▸ ABOUT THIS TASK
Each entry below should be restated word for word, without any picture it contains.

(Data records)
>>>>
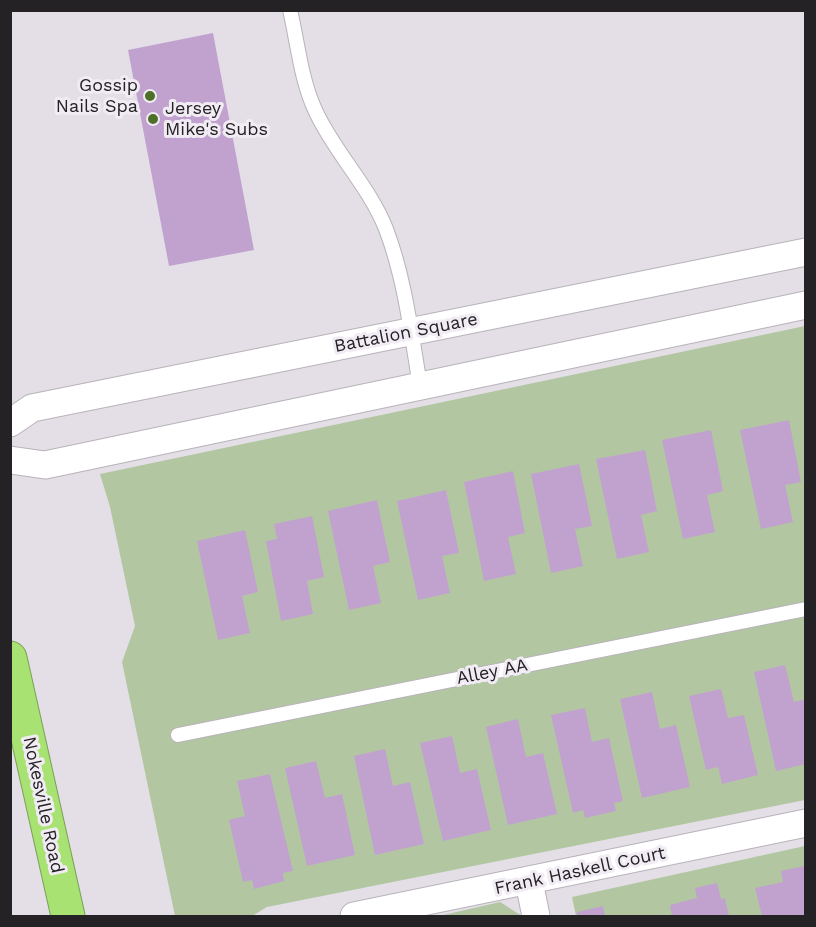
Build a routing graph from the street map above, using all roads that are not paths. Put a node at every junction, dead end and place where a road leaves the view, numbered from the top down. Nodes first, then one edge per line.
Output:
1 (291, 10) edge
2 (806, 252) edge
3 (806, 304) edge
4 (411, 332) junction
5 (420, 385) junction
6 (10, 423) edge
7 (10, 460) edge
8 (806, 609) edge
9 (10, 658) edge
10 (178, 735) dead end
11 (806, 824) edge
12 (529, 882) junction
13 (68, 916) edge
14 (354, 916) edge
15 (536, 916) edge

1 - 4 lane
2 - 4 street, Battalion Square
3 - 5 street
4 - 5 lane
4 - 6 street, Battalion Square
5 - 7 street
8 - 10 lane, Alley AA
9 - 13 highway, Nokesville Road
11 - 12 street, Frank Haskell Court
12 - 14 street, Frank Haskell Court
12 - 15 street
<<<<
▸ ANSWER TO THE EXERCISE
Build a routing graph from the street map above, using all roads that are not paths. Put a node at every junction, dead end and place where a road leaves the view, numbered from the top down. Nodes first, then one edge per line.
Output:
1 (291, 10) edge
2 (806, 252) edge
3 (806, 304) edge
4 (411, 332) junction
5 (420, 385) junction
6 (10, 423) edge
7 (10, 460) edge
8 (806, 609) edge
9 (10, 658) edge
10 (178, 735) dead end
11 (806, 824) edge
12 (529, 882) junction
13 (68, 916) edge
14 (354, 916) edge
15 (536, 916) edge

1 - 4 lane
2 - 4 street, Battalion Square
3 - 5 street
4 - 5 lane
4 - 6 street, Battalion Square
5 - 7 street
8 - 10 lane, Alley AA
9 - 13 highway, Nokesville Road
11 - 12 street, Frank Haskell Court
12 - 14 street, Frank Haskell Court
12 - 15 street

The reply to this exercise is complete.